- [Problem details] Please retype the listing below word for word and exclude its images.
Excerpted data START
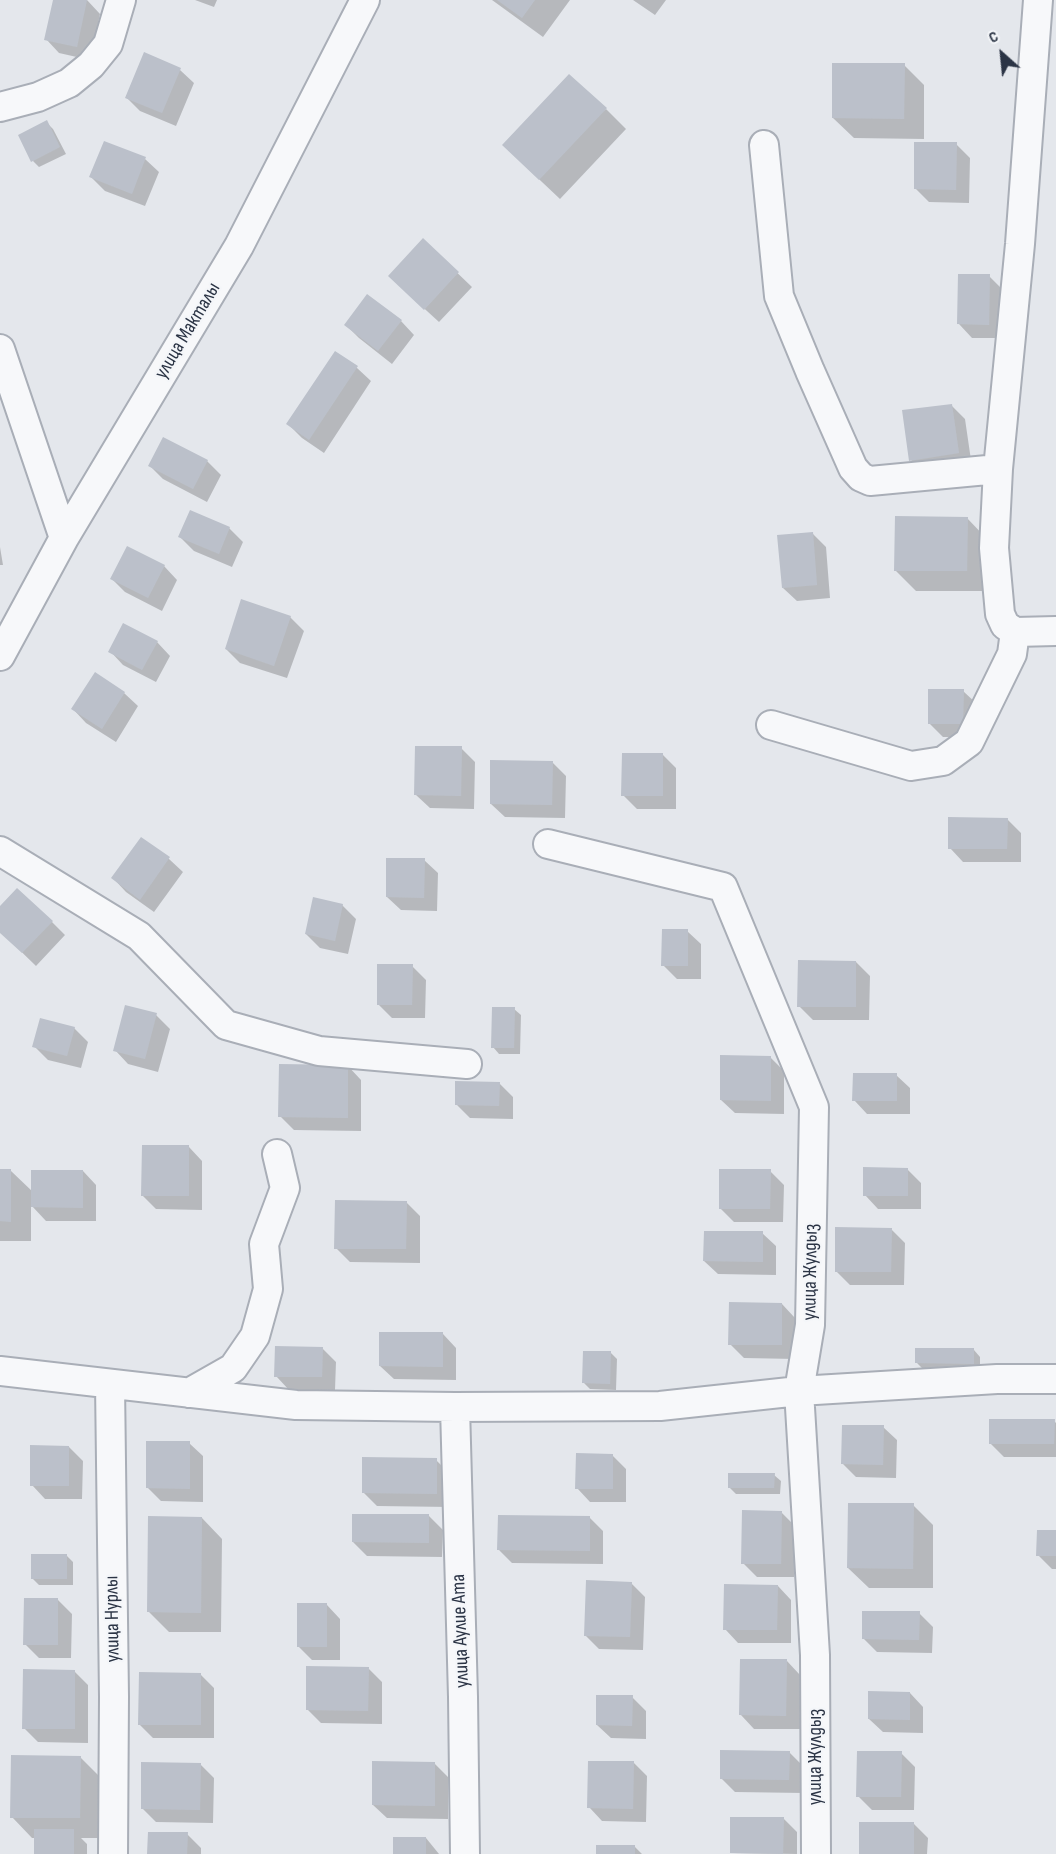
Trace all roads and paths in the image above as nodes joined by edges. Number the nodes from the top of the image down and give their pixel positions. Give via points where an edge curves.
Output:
1 (121, 0) edge
2 (365, 0) edge
3 (1038, 0) edge
4 (0, 107) edge
5 (764, 145) dead end
6 (0, 350) edge
7 (998, 469) junction
8 (64, 538) junction
9 (1056, 631) edge
10 (1015, 632) junction
11 (0, 656) edge
12 (771, 725) dead end
13 (548, 844) dead end
14 (0, 851) edge
15 (467, 1064) dead end
16 (277, 1154) dead end
17 (0, 1371) edge
18 (1056, 1379) edge
19 (110, 1384) junction
20 (800, 1391) junction
21 (189, 1393) junction
22 (455, 1407) junction
23 (113, 1854) edge
24 (465, 1854) edge
25 (816, 1854) edge

1 - 4 street via 108,44 91,65 69,83 38,97
2 - 8 street, улица Макталы via 239,246
3 - 7 street
5 - 7 street via 779,296 853,468 870,481
6 - 8 street
7 - 10 street via 994,548 1000,614 1005,625
8 - 11 street, улица Макталы
9 - 10 street
10 - 12 street via 1012,654 969,742 943,761 911,766
13 - 20 street, улица Жулдыз via 723,887 814,1107 810,1325
14 - 15 street via 139,936 226,1025 319,1051
16 - 21 street via 285,1188 264,1244 268,1289 255,1336 233,1368
17 - 19 street
18 - 20 street
19 - 21 street
19 - 23 street, улица Нурлы
20 - 22 street via 660,1406
20 - 25 street, улица Жулдыз via 815,1655
21 - 22 street via 296,1406
22 - 24 street, улица Аулие Ата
Excerpted data END
- [Answer box]
Trace all roads and paths in the image above as nodes joined by edges. Number the nodes from the top of the image down and give their pixel positions. Give via points where an edge curves.
Output:
1 (121, 0) edge
2 (365, 0) edge
3 (1038, 0) edge
4 (0, 107) edge
5 (764, 145) dead end
6 (0, 350) edge
7 (998, 469) junction
8 (64, 538) junction
9 (1056, 631) edge
10 (1015, 632) junction
11 (0, 656) edge
12 (771, 725) dead end
13 (548, 844) dead end
14 (0, 851) edge
15 (467, 1064) dead end
16 (277, 1154) dead end
17 (0, 1371) edge
18 (1056, 1379) edge
19 (110, 1384) junction
20 (800, 1391) junction
21 (189, 1393) junction
22 (455, 1407) junction
23 (113, 1854) edge
24 (465, 1854) edge
25 (816, 1854) edge

1 - 4 street via 108,44 91,65 69,83 38,97
2 - 8 street, улица Макталы via 239,246
3 - 7 street
5 - 7 street via 779,296 853,468 870,481
6 - 8 street
7 - 10 street via 994,548 1000,614 1005,625
8 - 11 street, улица Макталы
9 - 10 street
10 - 12 street via 1012,654 969,742 943,761 911,766
13 - 20 street, улица Жулдыз via 723,887 814,1107 810,1325
14 - 15 street via 139,936 226,1025 319,1051
16 - 21 street via 285,1188 264,1244 268,1289 255,1336 233,1368
17 - 19 street
18 - 20 street
19 - 21 street
19 - 23 street, улица Нурлы
20 - 22 street via 660,1406
20 - 25 street, улица Жулдыз via 815,1655
21 - 22 street via 296,1406
22 - 24 street, улица Аулие Ата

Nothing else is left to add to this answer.